• **What to work on**:
Using the listing below, report all lines holding the word "edges".

• **Data supplied**:
╔══

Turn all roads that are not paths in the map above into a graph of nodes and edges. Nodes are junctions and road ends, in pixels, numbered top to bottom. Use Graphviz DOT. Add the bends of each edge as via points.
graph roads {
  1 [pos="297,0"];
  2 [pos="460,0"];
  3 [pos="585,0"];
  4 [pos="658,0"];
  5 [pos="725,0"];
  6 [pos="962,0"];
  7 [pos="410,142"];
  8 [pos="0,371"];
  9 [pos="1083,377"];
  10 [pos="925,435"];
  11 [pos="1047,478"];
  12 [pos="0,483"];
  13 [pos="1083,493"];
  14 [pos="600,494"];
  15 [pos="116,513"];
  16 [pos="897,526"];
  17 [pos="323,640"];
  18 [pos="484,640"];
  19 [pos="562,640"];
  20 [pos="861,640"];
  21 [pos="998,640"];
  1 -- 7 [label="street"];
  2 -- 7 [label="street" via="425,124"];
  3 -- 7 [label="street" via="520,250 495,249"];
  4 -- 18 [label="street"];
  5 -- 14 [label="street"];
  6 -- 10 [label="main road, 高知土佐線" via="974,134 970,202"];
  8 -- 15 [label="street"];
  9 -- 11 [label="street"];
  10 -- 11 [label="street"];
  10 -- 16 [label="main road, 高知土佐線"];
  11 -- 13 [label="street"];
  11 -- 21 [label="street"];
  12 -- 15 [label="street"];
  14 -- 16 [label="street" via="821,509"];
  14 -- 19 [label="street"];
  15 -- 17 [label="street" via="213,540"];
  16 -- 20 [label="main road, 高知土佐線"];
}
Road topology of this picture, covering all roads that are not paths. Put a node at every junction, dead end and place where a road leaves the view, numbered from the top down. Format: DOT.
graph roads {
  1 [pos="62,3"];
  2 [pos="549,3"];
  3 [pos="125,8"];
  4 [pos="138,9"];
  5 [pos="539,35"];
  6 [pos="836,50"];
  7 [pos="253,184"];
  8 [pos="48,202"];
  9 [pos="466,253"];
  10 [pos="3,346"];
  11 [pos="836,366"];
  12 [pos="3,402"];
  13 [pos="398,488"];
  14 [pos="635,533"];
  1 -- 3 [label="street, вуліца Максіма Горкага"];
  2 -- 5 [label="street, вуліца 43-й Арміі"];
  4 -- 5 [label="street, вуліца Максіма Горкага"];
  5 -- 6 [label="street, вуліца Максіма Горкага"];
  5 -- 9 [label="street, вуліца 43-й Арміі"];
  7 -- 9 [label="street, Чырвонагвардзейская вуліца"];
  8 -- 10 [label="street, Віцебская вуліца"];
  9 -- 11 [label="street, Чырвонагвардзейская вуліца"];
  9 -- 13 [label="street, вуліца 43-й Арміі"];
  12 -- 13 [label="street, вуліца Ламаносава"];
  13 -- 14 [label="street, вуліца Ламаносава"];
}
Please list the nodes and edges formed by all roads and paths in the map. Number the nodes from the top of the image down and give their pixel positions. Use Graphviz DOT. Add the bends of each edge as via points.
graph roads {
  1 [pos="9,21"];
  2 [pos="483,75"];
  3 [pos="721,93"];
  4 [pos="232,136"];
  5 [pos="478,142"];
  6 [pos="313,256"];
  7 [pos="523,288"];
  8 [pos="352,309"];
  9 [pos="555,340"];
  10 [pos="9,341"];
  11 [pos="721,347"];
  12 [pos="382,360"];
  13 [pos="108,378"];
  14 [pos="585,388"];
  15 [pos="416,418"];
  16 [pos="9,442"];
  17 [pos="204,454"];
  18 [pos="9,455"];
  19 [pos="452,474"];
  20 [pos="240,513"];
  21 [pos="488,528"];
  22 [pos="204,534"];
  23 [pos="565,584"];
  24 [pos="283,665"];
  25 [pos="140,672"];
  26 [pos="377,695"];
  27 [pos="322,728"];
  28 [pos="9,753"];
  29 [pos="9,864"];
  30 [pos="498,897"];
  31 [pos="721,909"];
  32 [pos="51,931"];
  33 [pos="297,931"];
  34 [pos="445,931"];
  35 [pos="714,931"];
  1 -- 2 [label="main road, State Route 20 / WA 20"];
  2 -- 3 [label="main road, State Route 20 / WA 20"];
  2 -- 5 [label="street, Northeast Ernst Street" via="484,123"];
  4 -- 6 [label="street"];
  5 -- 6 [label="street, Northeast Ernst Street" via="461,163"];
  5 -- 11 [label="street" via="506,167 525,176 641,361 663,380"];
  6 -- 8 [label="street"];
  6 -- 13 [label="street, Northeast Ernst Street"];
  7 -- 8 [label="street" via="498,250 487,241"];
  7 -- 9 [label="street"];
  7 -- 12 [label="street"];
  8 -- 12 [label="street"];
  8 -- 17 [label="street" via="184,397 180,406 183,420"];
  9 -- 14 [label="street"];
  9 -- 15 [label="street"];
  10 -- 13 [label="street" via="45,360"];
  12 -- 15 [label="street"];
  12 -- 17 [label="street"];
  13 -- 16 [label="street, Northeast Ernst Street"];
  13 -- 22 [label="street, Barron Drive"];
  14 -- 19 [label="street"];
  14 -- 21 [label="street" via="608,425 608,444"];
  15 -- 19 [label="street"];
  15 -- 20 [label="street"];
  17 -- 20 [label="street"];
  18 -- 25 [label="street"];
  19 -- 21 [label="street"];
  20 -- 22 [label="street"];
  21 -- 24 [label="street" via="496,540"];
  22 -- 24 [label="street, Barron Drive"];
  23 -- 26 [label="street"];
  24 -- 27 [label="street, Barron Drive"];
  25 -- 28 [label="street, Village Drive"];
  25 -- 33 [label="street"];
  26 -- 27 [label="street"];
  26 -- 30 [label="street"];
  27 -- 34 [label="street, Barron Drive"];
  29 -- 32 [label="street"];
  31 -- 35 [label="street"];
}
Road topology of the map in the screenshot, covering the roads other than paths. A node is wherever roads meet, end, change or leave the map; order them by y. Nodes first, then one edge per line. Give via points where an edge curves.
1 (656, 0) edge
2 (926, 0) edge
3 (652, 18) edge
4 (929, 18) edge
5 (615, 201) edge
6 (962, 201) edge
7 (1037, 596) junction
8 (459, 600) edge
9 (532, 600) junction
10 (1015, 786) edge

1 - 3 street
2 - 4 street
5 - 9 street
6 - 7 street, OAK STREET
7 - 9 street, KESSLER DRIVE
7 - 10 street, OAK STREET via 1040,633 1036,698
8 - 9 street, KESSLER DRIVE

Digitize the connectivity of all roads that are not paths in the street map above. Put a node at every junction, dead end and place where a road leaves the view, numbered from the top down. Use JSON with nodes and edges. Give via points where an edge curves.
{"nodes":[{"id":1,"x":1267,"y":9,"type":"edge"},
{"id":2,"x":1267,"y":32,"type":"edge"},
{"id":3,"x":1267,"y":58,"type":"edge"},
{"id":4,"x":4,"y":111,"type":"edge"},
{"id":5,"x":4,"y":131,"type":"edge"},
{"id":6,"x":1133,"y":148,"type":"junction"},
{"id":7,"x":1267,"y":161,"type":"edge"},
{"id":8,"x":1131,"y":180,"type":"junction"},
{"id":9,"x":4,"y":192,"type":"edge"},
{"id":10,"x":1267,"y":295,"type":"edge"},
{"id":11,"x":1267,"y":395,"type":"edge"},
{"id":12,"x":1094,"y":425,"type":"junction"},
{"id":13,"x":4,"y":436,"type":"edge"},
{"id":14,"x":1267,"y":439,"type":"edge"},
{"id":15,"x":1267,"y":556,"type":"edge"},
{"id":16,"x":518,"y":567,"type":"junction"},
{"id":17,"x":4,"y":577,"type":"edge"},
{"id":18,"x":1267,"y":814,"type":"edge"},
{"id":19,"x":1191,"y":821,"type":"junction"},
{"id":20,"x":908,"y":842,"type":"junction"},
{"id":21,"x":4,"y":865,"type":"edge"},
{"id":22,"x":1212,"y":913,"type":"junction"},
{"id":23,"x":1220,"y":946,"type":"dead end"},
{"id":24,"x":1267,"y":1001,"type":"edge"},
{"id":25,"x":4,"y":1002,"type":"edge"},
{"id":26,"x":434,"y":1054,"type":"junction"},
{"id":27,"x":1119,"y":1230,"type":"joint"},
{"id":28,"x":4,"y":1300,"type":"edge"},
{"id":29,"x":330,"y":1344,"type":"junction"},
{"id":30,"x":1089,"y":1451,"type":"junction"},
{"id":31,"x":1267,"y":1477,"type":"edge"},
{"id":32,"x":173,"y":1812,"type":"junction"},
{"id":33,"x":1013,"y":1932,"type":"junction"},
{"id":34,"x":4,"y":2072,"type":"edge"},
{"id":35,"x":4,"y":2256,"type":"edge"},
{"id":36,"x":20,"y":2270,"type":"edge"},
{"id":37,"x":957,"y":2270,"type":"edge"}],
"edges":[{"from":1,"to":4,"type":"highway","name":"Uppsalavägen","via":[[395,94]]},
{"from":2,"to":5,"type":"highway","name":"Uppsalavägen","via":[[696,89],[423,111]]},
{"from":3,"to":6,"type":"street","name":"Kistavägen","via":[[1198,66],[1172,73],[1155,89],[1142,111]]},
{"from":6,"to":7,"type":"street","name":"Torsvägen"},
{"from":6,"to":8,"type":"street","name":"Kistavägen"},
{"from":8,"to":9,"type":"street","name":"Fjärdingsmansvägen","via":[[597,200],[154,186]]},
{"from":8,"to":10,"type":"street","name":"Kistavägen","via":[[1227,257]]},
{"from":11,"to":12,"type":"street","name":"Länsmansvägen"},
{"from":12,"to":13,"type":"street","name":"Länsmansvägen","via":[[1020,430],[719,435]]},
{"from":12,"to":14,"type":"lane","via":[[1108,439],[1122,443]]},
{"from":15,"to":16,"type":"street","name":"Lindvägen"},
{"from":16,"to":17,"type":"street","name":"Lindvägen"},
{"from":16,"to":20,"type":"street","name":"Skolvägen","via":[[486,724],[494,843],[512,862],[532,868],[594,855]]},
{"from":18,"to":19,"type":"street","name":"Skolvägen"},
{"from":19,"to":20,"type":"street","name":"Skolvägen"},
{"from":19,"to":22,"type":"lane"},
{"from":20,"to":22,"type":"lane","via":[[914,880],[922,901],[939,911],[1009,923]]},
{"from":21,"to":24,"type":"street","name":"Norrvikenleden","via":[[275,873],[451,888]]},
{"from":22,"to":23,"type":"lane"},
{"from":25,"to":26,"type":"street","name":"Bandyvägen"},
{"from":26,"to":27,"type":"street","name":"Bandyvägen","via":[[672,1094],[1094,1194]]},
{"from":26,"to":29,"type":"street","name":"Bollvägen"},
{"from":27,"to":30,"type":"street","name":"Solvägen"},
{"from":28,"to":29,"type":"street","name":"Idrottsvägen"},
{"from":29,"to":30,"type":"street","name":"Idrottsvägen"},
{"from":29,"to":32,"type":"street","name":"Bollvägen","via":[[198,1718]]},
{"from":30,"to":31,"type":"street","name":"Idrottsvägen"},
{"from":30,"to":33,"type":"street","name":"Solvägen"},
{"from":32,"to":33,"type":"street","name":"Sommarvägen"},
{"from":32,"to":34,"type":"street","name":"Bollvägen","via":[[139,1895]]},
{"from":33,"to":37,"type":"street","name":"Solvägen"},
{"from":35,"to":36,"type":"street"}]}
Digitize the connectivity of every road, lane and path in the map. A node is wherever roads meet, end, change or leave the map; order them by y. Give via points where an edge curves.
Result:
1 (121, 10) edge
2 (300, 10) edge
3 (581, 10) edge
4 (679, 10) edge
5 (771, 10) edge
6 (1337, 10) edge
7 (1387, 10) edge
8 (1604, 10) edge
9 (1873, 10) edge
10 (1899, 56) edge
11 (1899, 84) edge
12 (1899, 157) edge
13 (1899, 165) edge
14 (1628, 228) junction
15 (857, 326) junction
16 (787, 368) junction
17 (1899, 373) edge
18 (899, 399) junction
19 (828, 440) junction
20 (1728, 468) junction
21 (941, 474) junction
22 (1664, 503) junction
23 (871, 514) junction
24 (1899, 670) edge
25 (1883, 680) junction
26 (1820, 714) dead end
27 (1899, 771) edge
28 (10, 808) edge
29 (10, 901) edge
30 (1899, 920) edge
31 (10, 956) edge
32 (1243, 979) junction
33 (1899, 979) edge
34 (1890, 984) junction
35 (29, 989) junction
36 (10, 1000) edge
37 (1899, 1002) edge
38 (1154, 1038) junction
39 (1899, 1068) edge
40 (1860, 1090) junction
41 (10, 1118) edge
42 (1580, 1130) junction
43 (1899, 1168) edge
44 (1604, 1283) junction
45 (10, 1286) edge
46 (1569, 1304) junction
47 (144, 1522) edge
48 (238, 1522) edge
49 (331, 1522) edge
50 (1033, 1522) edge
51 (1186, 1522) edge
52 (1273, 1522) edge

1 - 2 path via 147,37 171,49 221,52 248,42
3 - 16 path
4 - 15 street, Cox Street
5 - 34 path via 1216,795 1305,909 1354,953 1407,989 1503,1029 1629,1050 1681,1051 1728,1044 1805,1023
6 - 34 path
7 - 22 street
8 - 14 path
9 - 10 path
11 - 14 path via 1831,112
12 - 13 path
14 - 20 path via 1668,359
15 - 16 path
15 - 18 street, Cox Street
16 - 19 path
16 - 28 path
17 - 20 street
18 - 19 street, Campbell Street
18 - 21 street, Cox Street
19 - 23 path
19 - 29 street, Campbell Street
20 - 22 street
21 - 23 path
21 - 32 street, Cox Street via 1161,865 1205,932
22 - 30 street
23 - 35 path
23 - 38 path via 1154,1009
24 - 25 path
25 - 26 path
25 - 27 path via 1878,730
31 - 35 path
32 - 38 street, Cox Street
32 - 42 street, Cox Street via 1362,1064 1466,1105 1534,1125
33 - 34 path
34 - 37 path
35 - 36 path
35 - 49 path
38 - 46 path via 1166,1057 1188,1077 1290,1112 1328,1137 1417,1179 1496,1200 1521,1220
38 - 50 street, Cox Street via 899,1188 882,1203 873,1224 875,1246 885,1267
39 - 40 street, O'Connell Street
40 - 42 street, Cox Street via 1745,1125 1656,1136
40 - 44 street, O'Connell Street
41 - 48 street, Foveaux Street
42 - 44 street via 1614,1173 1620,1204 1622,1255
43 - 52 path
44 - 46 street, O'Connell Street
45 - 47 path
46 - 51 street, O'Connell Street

╚══

• **Answer to this problem**:
Turn all roads that are not paths in the map above into a graph of nodes and edges. Nodes are junctions and road ends, in pixels, numbered top to bottom. Use Graphviz DOT. Add the bends of each edge as via points.
Please list the nodes and edges formed by all roads and paths in the map. Number the nodes from the top of the image down and give their pixel positions. Use Graphviz DOT. Add the bends of each edge as via points.
Digitize the connectivity of all roads that are not paths in the street map above. Put a node at every junction, dead end and place where a road leaves the view, numbered from the top down. Use JSON with nodes and edges. Give via points where an edge curves.
"edges":[{"from":1,"to":4,"type":"highway","name":"Uppsalavägen","via":[[395,94]]},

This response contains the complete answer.